The shows, broadcast live in Los Angeles, often featured live performances by artists both popular and obscure. They included Dido and Travis who have credited Harcourt for recognizing them early in their career. Harcourt was also credited with helping to launch Coldplay's career as well as those of Norah Jones, Sigur Ros, David Gray, Adele, Arctic Monkeys and Metric.

A weekly version of the show called Sounds Eclectic, launched in 2000, was broadcast on several other stations in cooperation with PRI.

On November 10, 2008, Harcourt announced that he would be leaving his role with Morning Becomes Eclectic and resigning as music director for KCRW as of November 30, 2008, while taking on a new show on Sundays. KCRW management selected Jason Bentley to replace Harcourt on both Morning Becomes Eclectic and as music director.

With his reduced role at KCRW, Harcourt founded his own company, SamLuna Media Inc., to develop TV and movie projects. Harcourt continued to do his Sunday show at KCRW until June 2011, when he took on a new show at KCSN called Connections with Nic Harcourt
 Harcourt was hoping that he could have done his shows on both stations as he was not getting paid by KCSN. On October 19, 2012 Harcourt debuted his weekday morning show on KCSN, called Mornings Are Electric. Harcourt also became Music Supervisor in residence for MTV in March 2011 and many thought he left KCRW for this reason due to a press release from KCRW mentioning his new job. Harcourt denied this in an interview with the Los Angeles Times and said the real reason he had to leave KCRW was because of his new show on KCSN and that KCRW management would not let him do shows on both stations. In October 2011 he became the host of the morning (6 am–11 am) drive music show at KCSN (KCSN Morning Show with Nic Harcourt). In September 2015 his show moved to the midday (11 am–3 pm) time slot (KCSN Midday Music Mix with Nic Harcourt). In 2017 he returned to the morning show.
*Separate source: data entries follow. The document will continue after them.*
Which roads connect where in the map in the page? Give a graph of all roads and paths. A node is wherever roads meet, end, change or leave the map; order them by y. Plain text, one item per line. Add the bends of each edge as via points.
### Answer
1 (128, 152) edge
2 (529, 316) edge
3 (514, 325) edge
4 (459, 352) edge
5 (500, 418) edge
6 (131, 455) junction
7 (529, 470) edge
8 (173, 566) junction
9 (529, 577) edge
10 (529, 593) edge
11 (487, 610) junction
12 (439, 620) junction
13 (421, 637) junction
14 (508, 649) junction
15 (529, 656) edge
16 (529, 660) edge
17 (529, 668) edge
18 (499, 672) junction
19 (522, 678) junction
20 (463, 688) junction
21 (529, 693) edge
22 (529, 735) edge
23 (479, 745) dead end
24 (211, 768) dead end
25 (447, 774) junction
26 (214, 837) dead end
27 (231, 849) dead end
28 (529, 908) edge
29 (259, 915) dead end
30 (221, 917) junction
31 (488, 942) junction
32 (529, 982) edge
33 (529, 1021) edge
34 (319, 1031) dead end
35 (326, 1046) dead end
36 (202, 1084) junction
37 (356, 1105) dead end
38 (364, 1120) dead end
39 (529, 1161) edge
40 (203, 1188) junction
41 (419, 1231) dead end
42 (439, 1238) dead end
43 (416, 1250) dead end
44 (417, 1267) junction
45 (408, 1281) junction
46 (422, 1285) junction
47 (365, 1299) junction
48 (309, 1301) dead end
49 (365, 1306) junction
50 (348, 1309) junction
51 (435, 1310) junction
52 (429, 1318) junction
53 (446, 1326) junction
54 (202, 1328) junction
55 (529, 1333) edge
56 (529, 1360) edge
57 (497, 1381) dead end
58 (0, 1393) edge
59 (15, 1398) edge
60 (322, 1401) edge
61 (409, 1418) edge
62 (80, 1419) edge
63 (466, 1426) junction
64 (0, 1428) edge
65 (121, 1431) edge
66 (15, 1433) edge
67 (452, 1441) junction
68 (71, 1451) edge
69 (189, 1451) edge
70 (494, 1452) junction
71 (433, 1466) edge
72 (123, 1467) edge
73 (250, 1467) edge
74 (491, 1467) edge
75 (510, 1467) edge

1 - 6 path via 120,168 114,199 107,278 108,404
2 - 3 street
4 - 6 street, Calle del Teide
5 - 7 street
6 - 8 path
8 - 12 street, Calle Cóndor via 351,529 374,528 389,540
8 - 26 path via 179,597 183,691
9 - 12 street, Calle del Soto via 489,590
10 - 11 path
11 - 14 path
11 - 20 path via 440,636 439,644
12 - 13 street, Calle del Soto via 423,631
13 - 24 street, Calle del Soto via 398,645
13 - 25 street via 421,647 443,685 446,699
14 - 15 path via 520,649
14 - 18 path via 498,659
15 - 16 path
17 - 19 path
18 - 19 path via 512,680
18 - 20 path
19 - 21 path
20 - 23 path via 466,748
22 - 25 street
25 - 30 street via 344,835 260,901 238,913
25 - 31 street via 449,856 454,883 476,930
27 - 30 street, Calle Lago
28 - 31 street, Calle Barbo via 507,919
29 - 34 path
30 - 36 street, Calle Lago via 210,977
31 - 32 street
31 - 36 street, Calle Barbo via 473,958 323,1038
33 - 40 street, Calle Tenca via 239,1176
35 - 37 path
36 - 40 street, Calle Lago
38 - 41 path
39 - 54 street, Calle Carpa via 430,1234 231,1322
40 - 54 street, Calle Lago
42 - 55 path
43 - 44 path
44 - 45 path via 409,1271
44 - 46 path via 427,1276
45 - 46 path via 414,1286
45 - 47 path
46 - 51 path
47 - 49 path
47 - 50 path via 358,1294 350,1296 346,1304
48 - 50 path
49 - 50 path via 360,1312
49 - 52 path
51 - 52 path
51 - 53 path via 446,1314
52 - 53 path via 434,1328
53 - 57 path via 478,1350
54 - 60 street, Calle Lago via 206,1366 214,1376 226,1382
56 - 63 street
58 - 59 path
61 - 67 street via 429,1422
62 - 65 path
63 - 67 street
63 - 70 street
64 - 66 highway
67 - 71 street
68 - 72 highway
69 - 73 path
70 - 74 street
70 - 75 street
===Other media and later career===
In 2005 Harcourt published Music Lust, a book of "recommended listening for every mood, moment and reason." He has also worked as music consultant/supervisor for several television shows and movies, including: Ben Affleck's Gone Baby Gone (2007), Love Monkey, The Dukes of Hazzard, Life As We Know It, Igby Goes Down and the first season of the rebooted teen drama 90210 (TV series). Harcourt was also the American national voiceover talent from 2005 thru 2008 for the Land Rover advertising campaign.

Harcourt has also served as Editor at Large: Music and Culture for LA: Los Angeles Times Magazine (2009–10).

He produced and hosted a short-lived live performance music website called TheLiveBuzz in the fall of 2010 and was also the first Music Supervisor in Residence at MTV (2011-2012). He is currently the host and interviewer for DirecTV's "Guitar Center Sessions" (2010 onwards) and also hosted a performance/interview podcast series for Guitar Center (2010-2014).

He also manages Los Angeles based singer/songwriter and producer Kita Klane and has directed several music videos for her.